Pull every line with the word "Nyala" out of the entries below.
··········
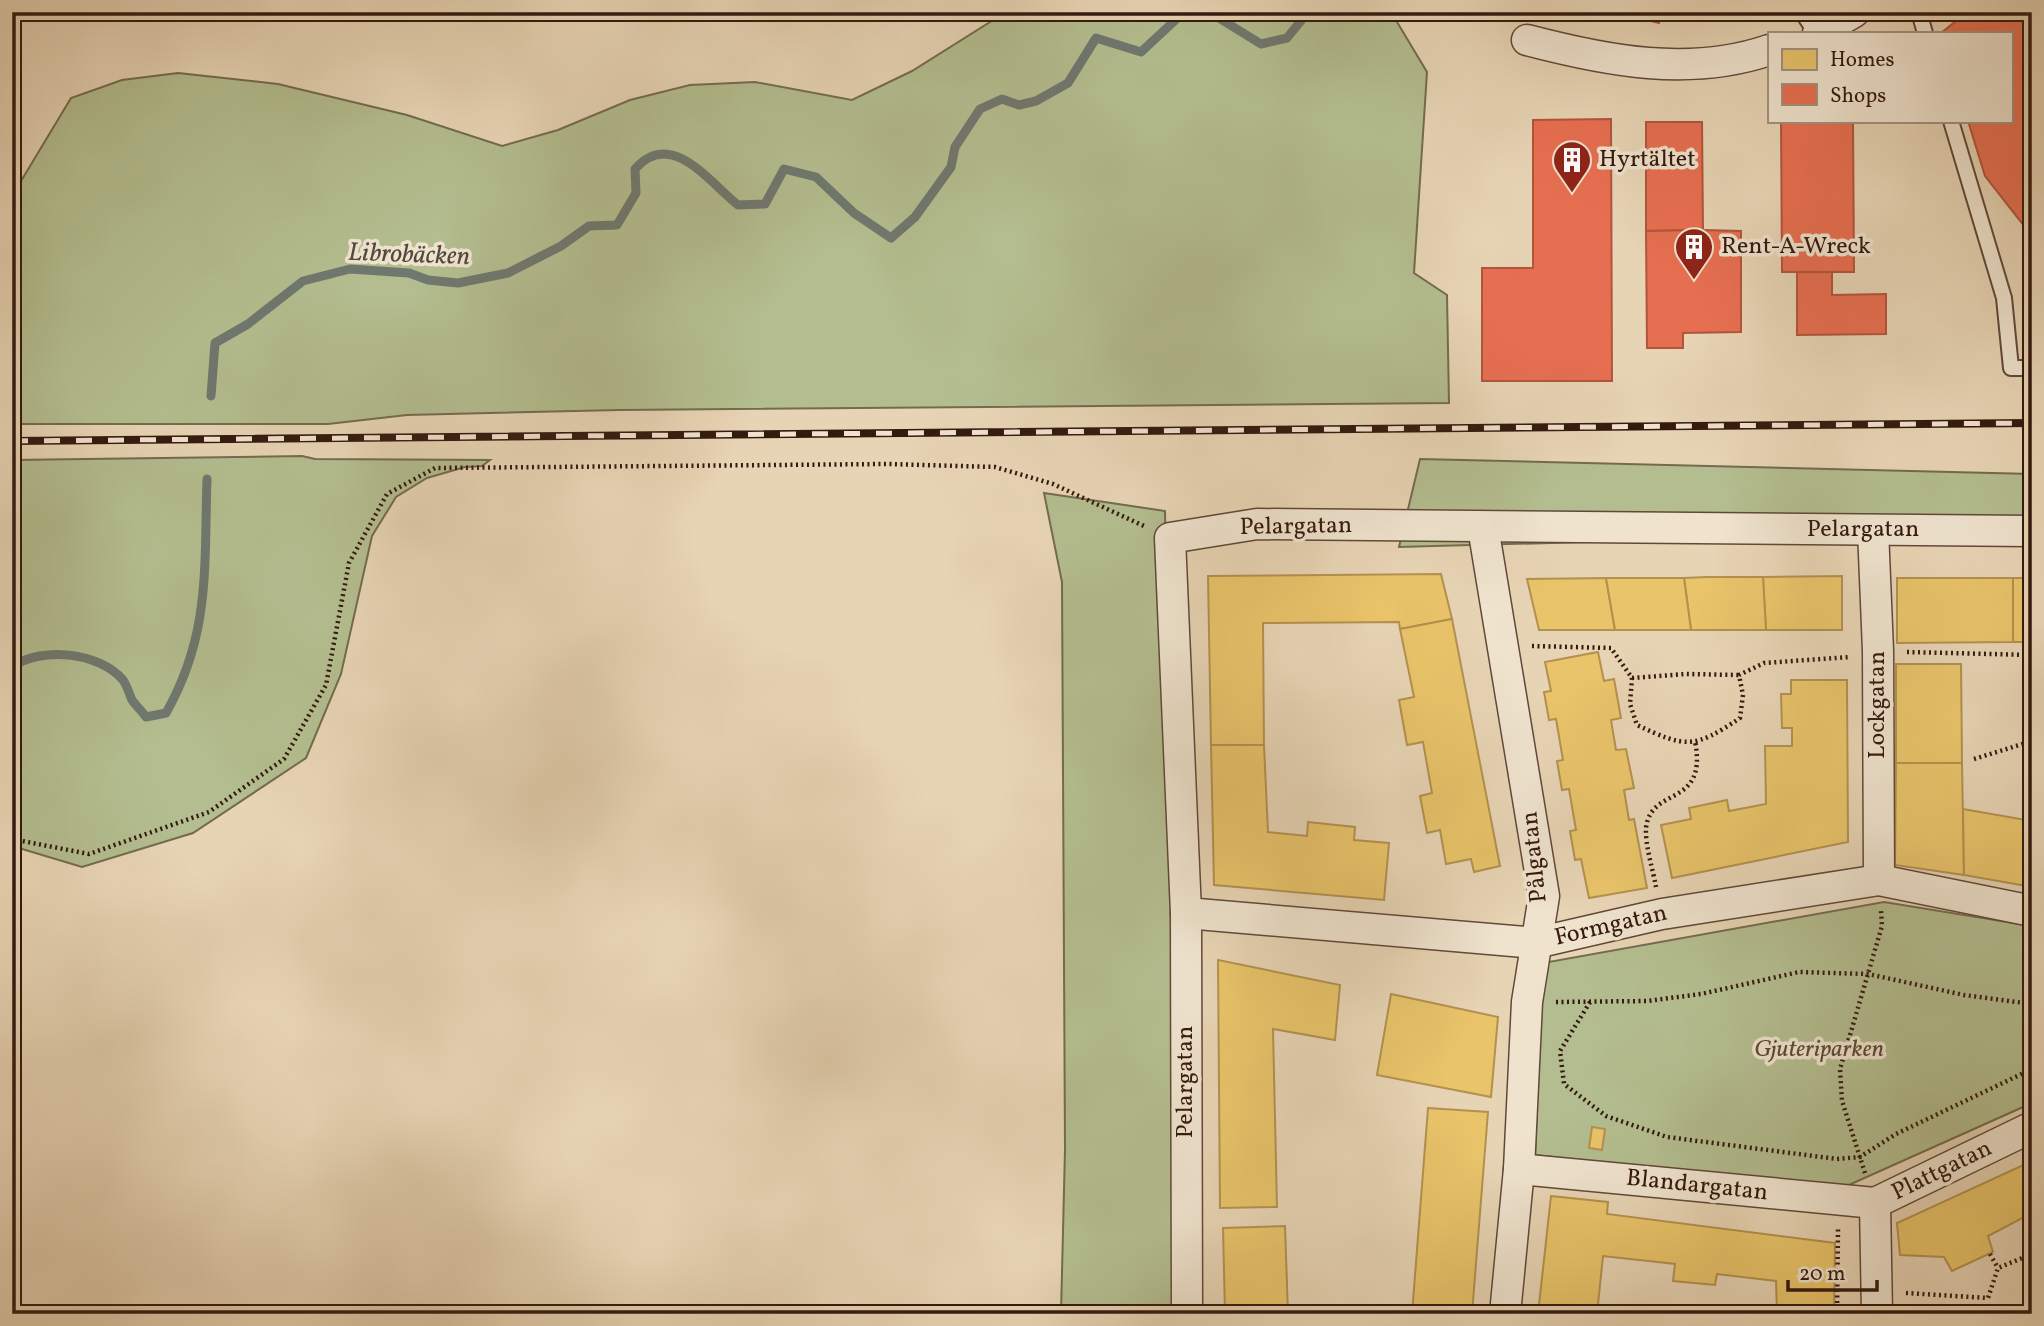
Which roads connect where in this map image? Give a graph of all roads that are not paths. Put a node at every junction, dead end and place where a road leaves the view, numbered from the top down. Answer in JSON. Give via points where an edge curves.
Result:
{"nodes":[{"id":1,"x":1802,"y":12,"type":"edge"},
{"id":2,"x":1854,"y":12,"type":"edge"},
{"id":3,"x":1919,"y":12,"type":"edge"},
{"id":4,"x":1816,"y":32,"type":"edge"},
{"id":5,"x":1819,"y":32,"type":"edge"},
{"id":6,"x":1925,"y":32,"type":"edge"},
{"id":7,"x":1527,"y":40,"type":"dead end"},
{"id":8,"x":1768,"y":50,"type":"edge"},
{"id":9,"x":1951,"y":122,"type":"edge"},
{"id":10,"x":2032,"y":368,"type":"edge"},
{"id":11,"x":1483,"y":527,"type":"junction"},
{"id":12,"x":1873,"y":530,"type":"junction"},
{"id":13,"x":2032,"y":531,"type":"edge"},
{"id":14,"x":1878,"y":880,"type":"junction"},
{"id":15,"x":2032,"y":911,"type":"edge"},
{"id":16,"x":1186,"y":913,"type":"junction"},
{"id":17,"x":1536,"y":943,"type":"junction"},
{"id":18,"x":2032,"y":1127,"type":"edge"},
{"id":19,"x":1519,"y":1169,"type":"junction"},
{"id":20,"x":1875,"y":1203,"type":"junction"},
{"id":21,"x":1886,"y":1303,"type":"edge"},
{"id":22,"x":1187,"y":1314,"type":"edge"},
{"id":23,"x":1505,"y":1314,"type":"edge"}],
"edges":[{"from":1,"to":4,"type":"lane"},
{"from":2,"to":5,"type":"street"},
{"from":3,"to":6,"type":"lane"},
{"from":7,"to":8,"type":"street","via":[[1595,58],[1665,65],[1739,60]]},
{"from":9,"to":10,"type":"lane","via":[[2004,298],[2011,368]]},
{"from":11,"to":12,"type":"street","name":"Pelargatan"},
{"from":11,"to":16,"type":"street","name":"Pelargatan","via":[[1257,524],[1170,538]]},
{"from":11,"to":17,"type":"street","name":"Pålgatan","via":[[1544,896]]},
{"from":12,"to":13,"type":"street","name":"Pelargatan"},
{"from":12,"to":14,"type":"street","name":"Lockgatan"},
{"from":14,"to":15,"type":"street","name":"Formgatan"},
{"from":14,"to":17,"type":"street","name":"Formgatan","via":[[1662,914]]},
{"from":16,"to":17,"type":"street","name":"Formgatan"},
{"from":16,"to":22,"type":"street","name":"Pelargatan"},
{"from":17,"to":19,"type":"street","name":"Pålgatan","via":[[1527,1002]]},
{"from":18,"to":20,"type":"street","name":"Plattgatan"},
{"from":19,"to":20,"type":"street","name":"Blandargatan"},
{"from":19,"to":23,"type":"street","name":"Pålgatan"},
{"from":20,"to":21,"type":"street","name":"Plattgatan"}]}
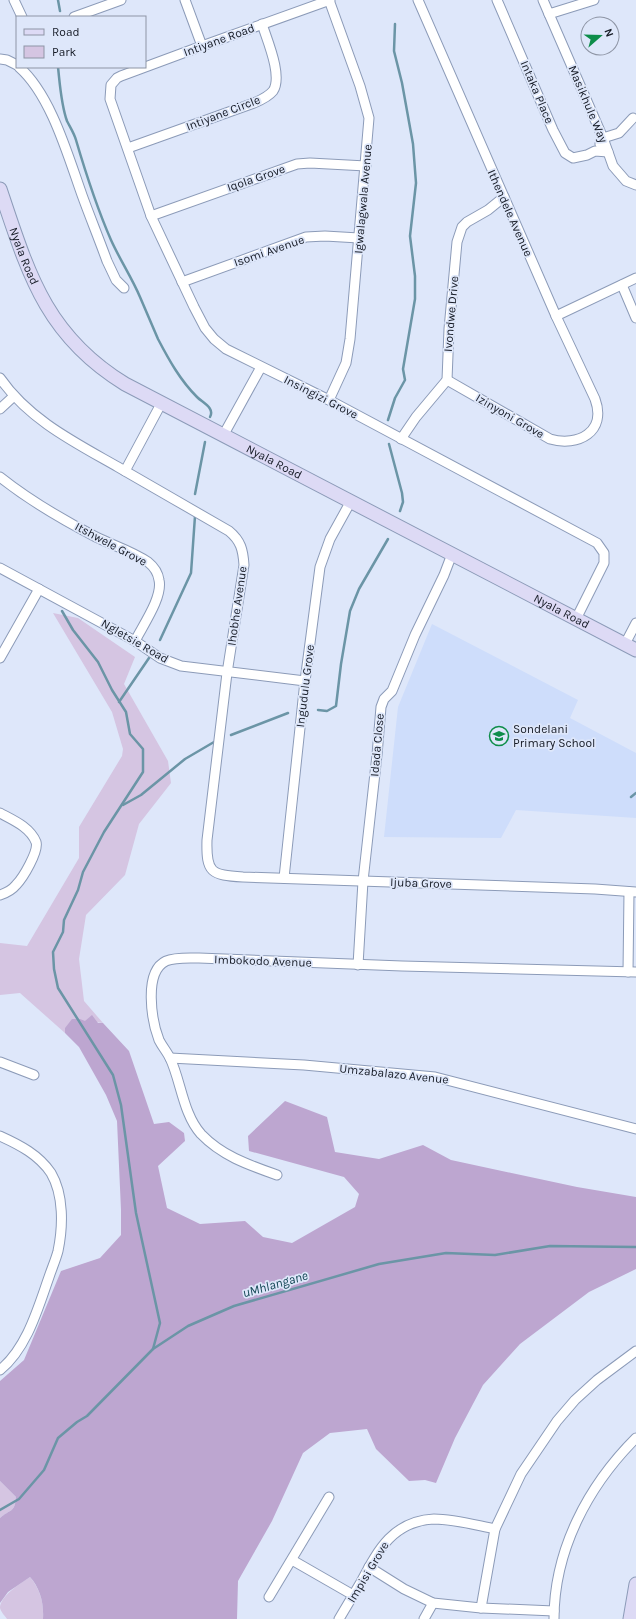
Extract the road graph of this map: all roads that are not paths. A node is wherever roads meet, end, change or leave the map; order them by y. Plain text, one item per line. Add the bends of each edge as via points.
1 (14, 0) edge
2 (120, 0) edge
3 (185, 0) edge
4 (330, 0) edge
5 (418, 0) edge
6 (497, 0) edge
7 (543, 0) edge
8 (594, 0) edge
9 (111, 2) edge
10 (579, 2) edge
11 (549, 14) junction
12 (22, 16) edge
13 (76, 16) edge
14 (262, 24) junction
15 (202, 46) junction
16 (0, 59) edge
17 (16, 65) edge
18 (146, 67) edge
19 (20, 68) edge
20 (143, 68) edge
21 (111, 86) joint
22 (633, 118) dead end
23 (603, 138) junction
24 (128, 148) junction
25 (595, 151) junction
26 (608, 152) junction
27 (366, 166) junction
28 (636, 185) edge
29 (0, 188) edge
30 (504, 197) junction
31 (151, 216) junction
32 (359, 238) junction
33 (636, 278) edge
34 (182, 282) junction
35 (622, 285) junction
36 (124, 288) dead end
37 (556, 316) junction
38 (636, 318) edge
39 (261, 367) junction
40 (0, 378) edge
41 (447, 380) junction
42 (14, 396) junction
43 (329, 400) junction
44 (162, 402) junction
45 (0, 409) edge
46 (594, 426) joint
47 (224, 434) junction
48 (402, 439) junction
49 (125, 471) junction
50 (0, 477) edge
51 (351, 501) junction
52 (452, 554) junction
53 (0, 568) edge
54 (38, 589) junction
55 (576, 619) junction
56 (636, 623) edge
57 (135, 641) junction
58 (630, 647) edge
59 (2, 648) edge
60 (0, 658) edge
61 (227, 673) junction
62 (305, 681) junction
63 (0, 814) edge
64 (209, 865) joint
65 (284, 878) junction
66 (363, 881) junction
67 (633, 892) edge
68 (0, 895) edge
69 (358, 965) junction
70 (632, 972) edge
71 (170, 1058) junction
72 (0, 1062) edge
73 (34, 1075) dead end
74 (636, 1129) edge
75 (0, 1136) edge
76 (277, 1175) dead end
77 (636, 1351) edge
78 (0, 1370) edge
79 (636, 1438) edge
80 (329, 1497) dead end
81 (495, 1529) junction
82 (292, 1560) junction
83 (369, 1567) junction
84 (636, 1584) edge
85 (353, 1595) junction
86 (269, 1597) dead end
87 (433, 1603) junction
88 (481, 1608) junction
89 (554, 1615) edge
90 (339, 1619) edge
91 (424, 1619) edge
92 (630, 1619) edge

1 - 12 street
2 - 9 street
3 - 15 street
4 - 14 street, Intiyane Road
4 - 27 street, Igwalagwala Avenue via 369,118
5 - 30 street, Ithendele Avenue
6 - 25 street, Intaka Place via 563,151 573,158
7 - 11 street, Masikhule Way
8 - 10 street
9 - 13 street
10 - 11 street
11 - 23 street, Masikhule Way
14 - 15 street, Intiyane Road
14 - 24 street, Intiyane Circle via 277,74 275,86 267,96 254,103
15 - 18 street, Intiyane Road
16 - 17 street
19 - 36 street via 28,74 50,112 64,142 111,272
20 - 21 street, Intiyane Road via 117,78
21 - 24 street, Insingizi Grove via 110,99
22 - 23 street via 619,133
23 - 25 street
23 - 26 street, Masikhule Way
24 - 31 street, Insingizi Grove
25 - 26 street, Intaka Place
26 - 28 street, Masikhule Way via 619,174 626,181
27 - 31 street, Iqola Grove via 298,164
27 - 32 street, Igwalagwala Avenue
29 - 44 street, Nyala Road via 32,277 56,321 77,347 100,367 125,384
30 - 37 street, Ithendele Avenue
30 - 41 street, Ivondwe Drive via 467,222 460,232 449,329
31 - 34 street, Insingizi Grove
32 - 34 street, Isomi Avenue via 306,238
32 - 43 street, Igwalagwala Avenue via 347,357
33 - 35 street
34 - 39 street, Insingizi Grove via 205,328 214,339 226,349
35 - 37 street
35 - 38 street
37 - 46 street, Ithendele Avenue via 596,404 597,416
39 - 43 street, Insingizi Grove
39 - 47 street
40 - 42 street, Ihobhe Avenue
41 - 46 street, Izinyoni Grove via 550,439 565,442 577,440 590,432
41 - 48 street via 416,417
42 - 45 street
42 - 49 street, Ihobhe Avenue via 35,416 67,438
43 - 48 street, Insingizi Grove
44 - 47 street, Nyala Road
44 - 49 street
47 - 51 street, Nyala Road
48 - 55 street, Insingizi Grove via 594,540 600,546 604,553 604,563
49 - 61 street, Ihobhe Avenue via 229,531 240,543 244,565
50 - 57 street, Itshwele Grove via 40,505 95,537 147,562 154,569 160,584 159,596
51 - 52 street, Nyala Road
51 - 62 street, Ingudulu Grove via 330,539 320,567
52 - 55 street, Nyala Road
52 - 66 street, Idada Close via 392,691 384,699 381,707
53 - 54 street, Ngletsie Road
54 - 57 street, Ngletsie Road
54 - 59 street via 25,616
55 - 58 street, Nyala Road
56 - 58 street
57 - 61 street, Ngletsie Road via 160,658 181,666
59 - 60 street
61 - 62 street, Ngletsie Road
61 - 64 street, Ihobhe Avenue via 207,840
62 - 65 street, Ingudulu Grove
63 - 68 street via 27,830 36,842 36,852 21,880
64 - 65 street, Ijuba Grove via 216,873 224,875
65 - 66 street, Ijuba Grove
66 - 67 street, Ijuba Grove
66 - 69 street, Idada Close
67 - 70 street
69 - 70 street, Imbokodo Avenue
69 - 71 street, Imbokodo Avenue via 199,958 166,961 155,973 151,1007 160,1041
71 - 74 street, Umzabalazo Avenue via 304,1065 435,1077
71 - 76 street, Imbokodo Avenue via 192,1122 200,1133 218,1150
72 - 73 street
75 - 78 street via 33,1154 52,1175 58,1192 61,1225 58,1251 29,1328 14,1355
77 - 81 street via 597,1380 557,1421 521,1474
79 - 89 street via 605,1473 582,1509 563,1558
80 - 82 street
81 - 83 street, Impisi Grove via 451,1520 433,1519 418,1522 389,1537 379,1548
81 - 88 street
82 - 85 street
82 - 86 street
83 - 85 street, Impisi Grove
83 - 87 street
84 - 92 street
85 - 90 street, Impisi Grove
87 - 88 street
87 - 91 street
88 - 89 street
··········
## RESULT OF THE TASK
29 - 44 street, Nyala Road via 32,277 56,321 77,347 100,367 125,384
44 - 47 street, Nyala Road
47 - 51 street, Nyala Road
51 - 52 street, Nyala Road
52 - 55 street, Nyala Road
55 - 58 street, Nyala Road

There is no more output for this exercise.